Coming back to our discussion...
That is: Ideally, the fluid should remain at rest (stagnant w.r.t. to an external reference frame) because of viscosity resistance. This is fine with First Law. At this stage, there is NO VD, because there is NO flow. Then when we want a flow, we impose (do work) externally a delta_P. This delta_P goes into overcoming friction caused by viscous resistance. Here, Firs Law (SFEE) is valid but not Bernoulli Eq. (uncorrected for viscous losses). But what happens when this flow prevails is that some of the delta_P (external work or energy if you multiply this delta_P with steady flow rate value) is "lost" internally, into raising the internal energy of the fluid, which reflects in the delta_T increase across the CV from entry to exit, across which is where the delta_P is imposed.

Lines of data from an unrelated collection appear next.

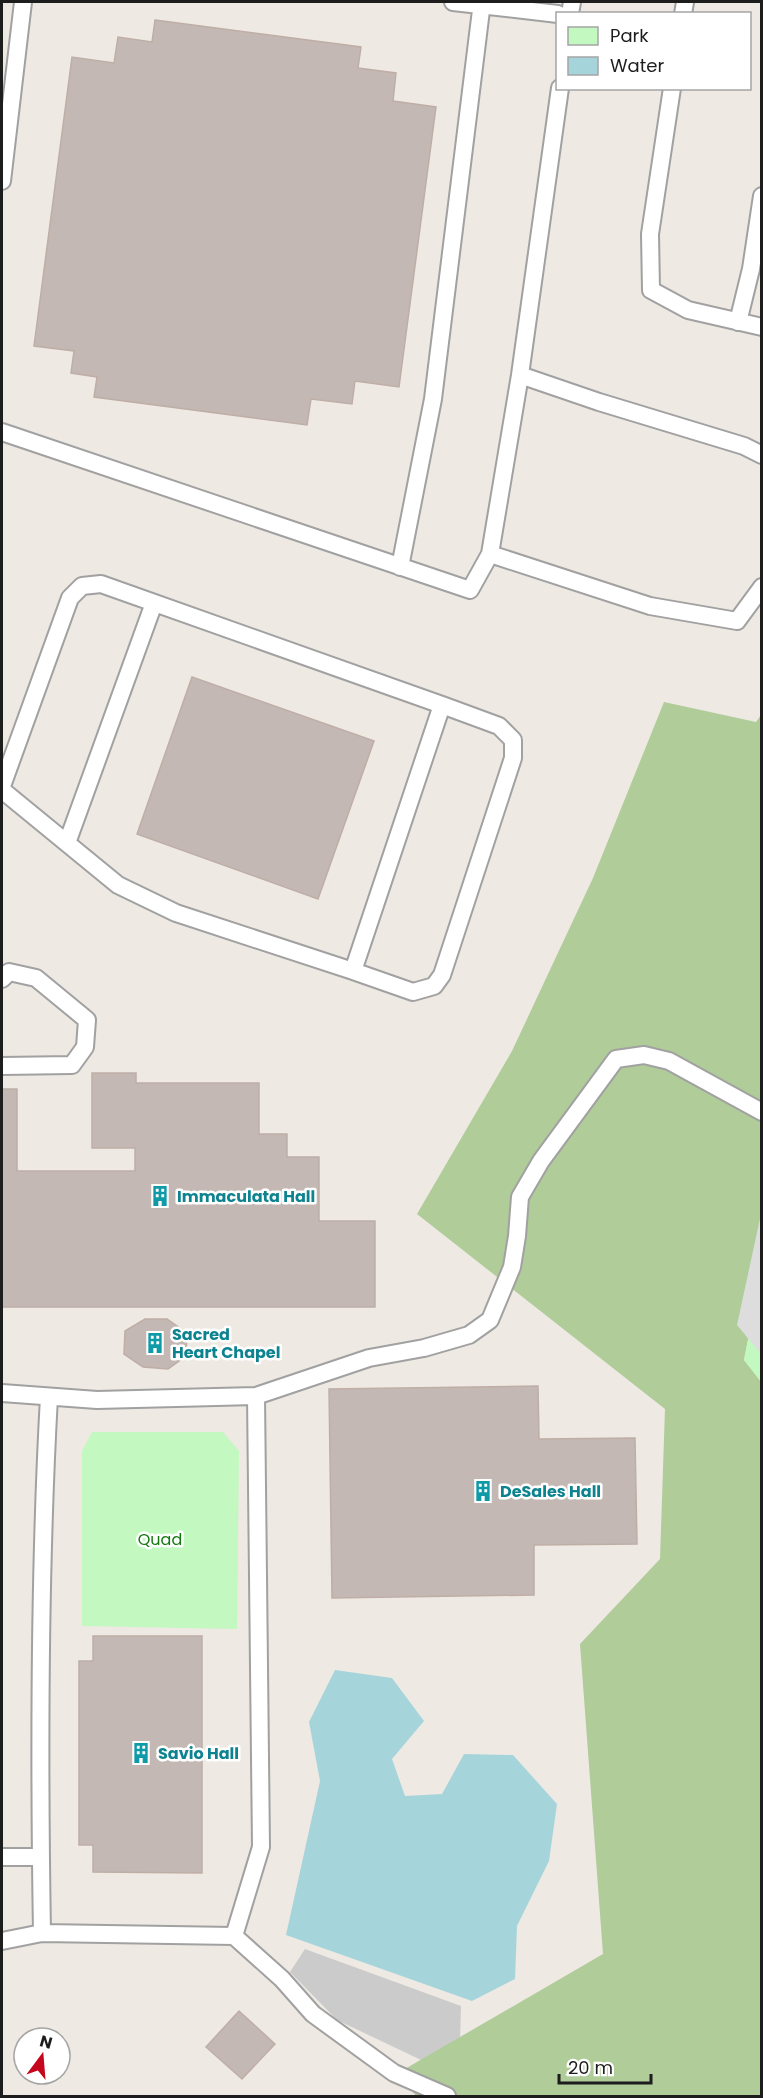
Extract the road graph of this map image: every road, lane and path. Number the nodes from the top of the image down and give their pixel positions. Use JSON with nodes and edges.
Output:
{"nodes":[{"id":1,"x":23,"y":2,"type":"edge"},
{"id":2,"x":453,"y":2,"type":"edge"},
{"id":3,"x":482,"y":3,"type":"edge"},
{"id":4,"x":556,"y":14,"type":"edge"},
{"id":5,"x":560,"y":90,"type":"edge"},
{"id":6,"x":672,"y":90,"type":"edge"},
{"id":7,"x":2,"y":182,"type":"edge"},
{"id":8,"x":762,"y":196,"type":"edge"},
{"id":9,"x":738,"y":322,"type":"junction"},
{"id":10,"x":762,"y":327,"type":"edge"},
{"id":11,"x":520,"y":375,"type":"junction"},
{"id":12,"x":2,"y":432,"type":"edge"},
{"id":13,"x":762,"y":455,"type":"edge"},
{"id":14,"x":490,"y":554,"type":"junction"},
{"id":15,"x":400,"y":567,"type":"junction"},
{"id":16,"x":762,"y":587,"type":"edge"},
{"id":17,"x":154,"y":603,"type":"junction"},
{"id":18,"x":442,"y":705,"type":"junction"},
{"id":19,"x":2,"y":788,"type":"edge"},
{"id":20,"x":67,"y":843,"type":"junction"},
{"id":21,"x":353,"y":971,"type":"junction"},
{"id":22,"x":2,"y":979,"type":"edge"},
{"id":23,"x":2,"y":1066,"type":"edge"},
{"id":24,"x":762,"y":1112,"type":"edge"},
{"id":25,"x":2,"y":1393,"type":"edge"},
{"id":26,"x":255,"y":1396,"type":"junction"},
{"id":27,"x":49,"y":1397,"type":"junction"},
{"id":28,"x":2,"y":1857,"type":"edge"},
{"id":29,"x":41,"y":1857,"type":"junction"},
{"id":30,"x":42,"y":1933,"type":"junction"},
{"id":31,"x":234,"y":1936,"type":"junction"},
{"id":32,"x":2,"y":1941,"type":"edge"},
{"id":33,"x":447,"y":2097,"type":"edge"}],
"edges":[{"from":1,"to":7,"type":"lane"},
{"from":2,"to":3,"type":"lane"},
{"from":3,"to":4,"type":"lane"},
{"from":3,"to":15,"type":"lane"},
{"from":5,"to":11,"type":"lane"},
{"from":6,"to":9,"type":"lane"},
{"from":8,"to":9,"type":"lane"},
{"from":9,"to":10,"type":"lane"},
{"from":11,"to":13,"type":"lane"},
{"from":11,"to":14,"type":"lane"},
{"from":12,"to":15,"type":"lane"},
{"from":14,"to":15,"type":"lane"},
{"from":14,"to":16,"type":"lane"},
{"from":17,"to":18,"type":"lane"},
{"from":17,"to":19,"type":"lane"},
{"from":17,"to":20,"type":"lane"},
{"from":18,"to":21,"type":"lane"},
{"from":18,"to":21,"type":"lane"},
{"from":19,"to":20,"type":"lane"},
{"from":20,"to":21,"type":"lane"},
{"from":22,"to":23,"type":"lane"},
{"from":24,"to":26,"type":"lane"},
{"from":25,"to":27,"type":"lane"},
{"from":26,"to":27,"type":"lane"},
{"from":26,"to":31,"type":"lane"},
{"from":27,"to":29,"type":"lane"},
{"from":28,"to":29,"type":"lane"},
{"from":29,"to":30,"type":"lane"},
{"from":30,"to":31,"type":"lane"},
{"from":30,"to":32,"type":"lane"},
{"from":31,"to":33,"type":"lane"}]}
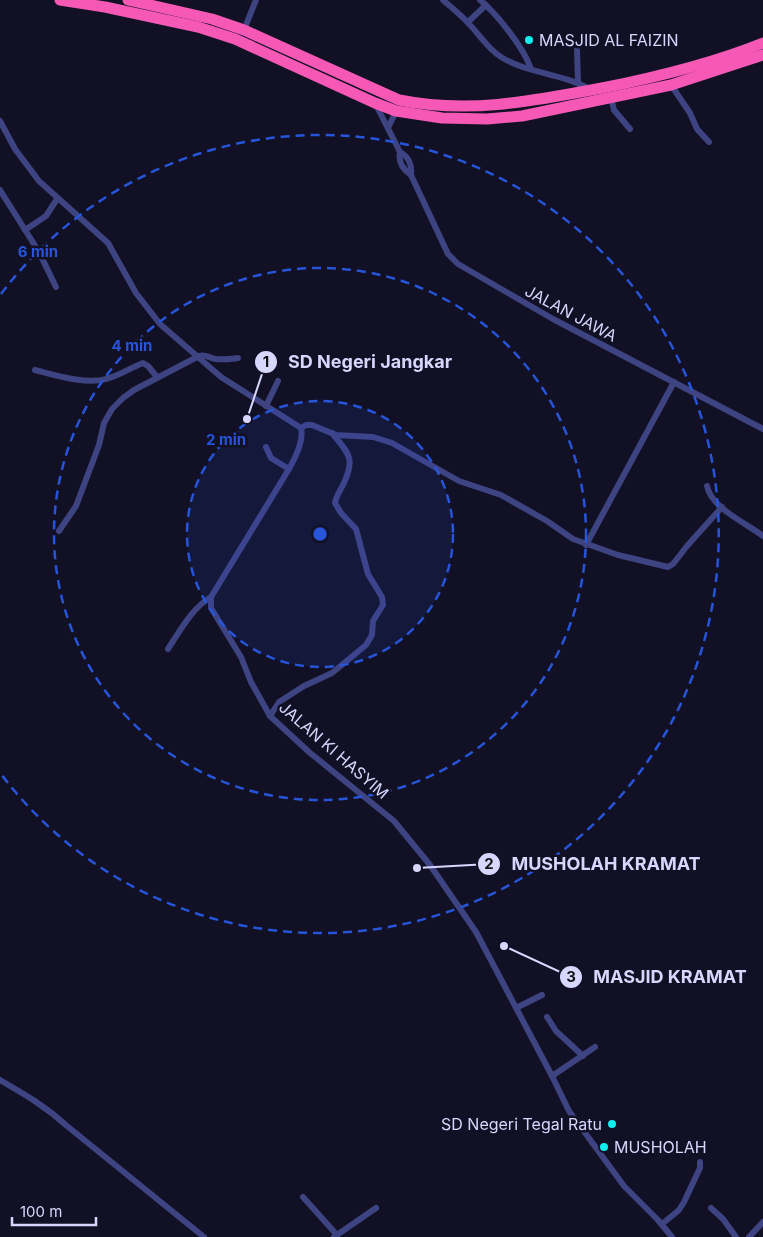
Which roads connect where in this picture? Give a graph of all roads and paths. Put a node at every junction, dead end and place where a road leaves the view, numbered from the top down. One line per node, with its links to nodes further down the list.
1 (60, 0): 8 (highway)
2 (128, 0): 6 (highway)
3 (256, 0): 10 (street)
4 (443, 0): 9 (street)
5 (480, 0): 7 (street)
6 (158, 3): 8 (street); 10 (highway)
7 (486, 5): 9 (street); 14 (street)
8 (154, 19): 19 (highway)
9 (468, 22): 14 (street)
10 (244, 30): 20 (highway)
11 (763, 43): 17 (highway)
12 (577, 50): 15 (street)
13 (763, 55): 16 (highway)
14 (531, 69): 15 (street)
15 (578, 82): 17 (street)
16 (671, 86): 18 (highway); 25 (street)
17 (591, 90): 20 (highway)
18 (611, 98): 20 (highway); 24 (street)
19 (375, 103): 21 (highway); 23 (street, JALAN JAWA)
20 (424, 110): 21 (highway)
21 (396, 111): 23 (street)
22 (0, 121): 27 (street)
23 (388, 128): 35 (street, JALAN JAWA)
24 (630, 129)
25 (708, 142)
26 (0, 190): 28 (street)
27 (56, 199): 28 (street); 30 (street)
28 (24, 230): 29 (street)
29 (56, 287)
30 (199, 356): 31 (street); 33 (street); 36 (street)
31 (238, 358)
32 (35, 370): 33 (street)
33 (157, 377): 44 (street)
34 (278, 381): 36 (street)
35 (674, 382): 38 (street, JALAN JAWA); 46 (street)
36 (266, 406): 37 (street)
37 (301, 428): 39 (street); 41 (street)
38 (763, 429)
39 (332, 433): 46 (street); 49 (street)
40 (266, 447): 41 (street)
41 (289, 469): 47 (street)
42 (707, 486): 43 (street)
43 (722, 507): 45 (street); 46 (street)
44 (59, 531)
45 (763, 536)
46 (586, 545)
47 (211, 597): 48 (street); 49 (street, JALAN KI HASYIM)
48 (168, 649)
49 (270, 716): 51 (street, JALAN KI HASYIM)
50 (542, 994): 51 (street)
51 (516, 1008): 55 (street, JALAN KI HASYIM)
52 (547, 1016): 54 (street)
53 (595, 1047): 54 (street)
54 (583, 1056): 55 (street)
55 (552, 1076): 62 (street, JALAN KI HASYIM)
56 (0, 1080): 64 (street)
57 (700, 1162): 62 (street)
58 (302, 1197): 63 (street)
59 (376, 1208): 63 (street)
60 (711, 1208): 66 (street)
61 (763, 1222): 67 (street)
62 (662, 1224): 65 (street, JALAN KI HASYIM)
63 (336, 1236)
64 (204, 1237)
65 (672, 1237)
66 (736, 1237)
67 (749, 1237)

This means the flow should have an average velocity slightly lesser than what it should be, if the effects of VD were absent. So, the delta_T IS because of VD, but that energy came from an external source.

And that is the reason why delta_T delta_P cause and effect doesn't flip back. Because, the first process of imposing delta_P itself is an irreversible process - a one way process. If delta_T is increased (again, this can be done only externally), it simply goes into the internal energy of the fluid, which can still be at rest (measuring through continuum velocity values).

That is my understanding/ignorance so far...

continue with your thoughts...

I am still looking for an argument that depcits a practical case (flow in channel etc.) when even though mu is small, VD will be high (resulting in say, high delta_T), turbulent or not, incompressible or not, adiabatic or not....

 
At 12:53 PM, Blogger Rap said...

1. Of course, I am aware that the Bernoulli equation is not valid for a viscous flow. In order to "force" a validity, a head loss is incorporated.
My contention is that it is this head loss that is equal to the viscous heat dissipated (if turbulent ke does not change)

2. If VD were absent, there would be no pressure drop across the pipe at all: as you say, the Bernoulli equation would be valid now.

The energy, of course comes from the pump - because the pump (or compressor) increases the pressure. It is indeed the "external source" that the pressure drop comes from. The "pressure" energy (from the compressor) is thus downgraded to heat energy.....

I'll try to send you the math I worked out soon ... maybe you could see if it makes sense.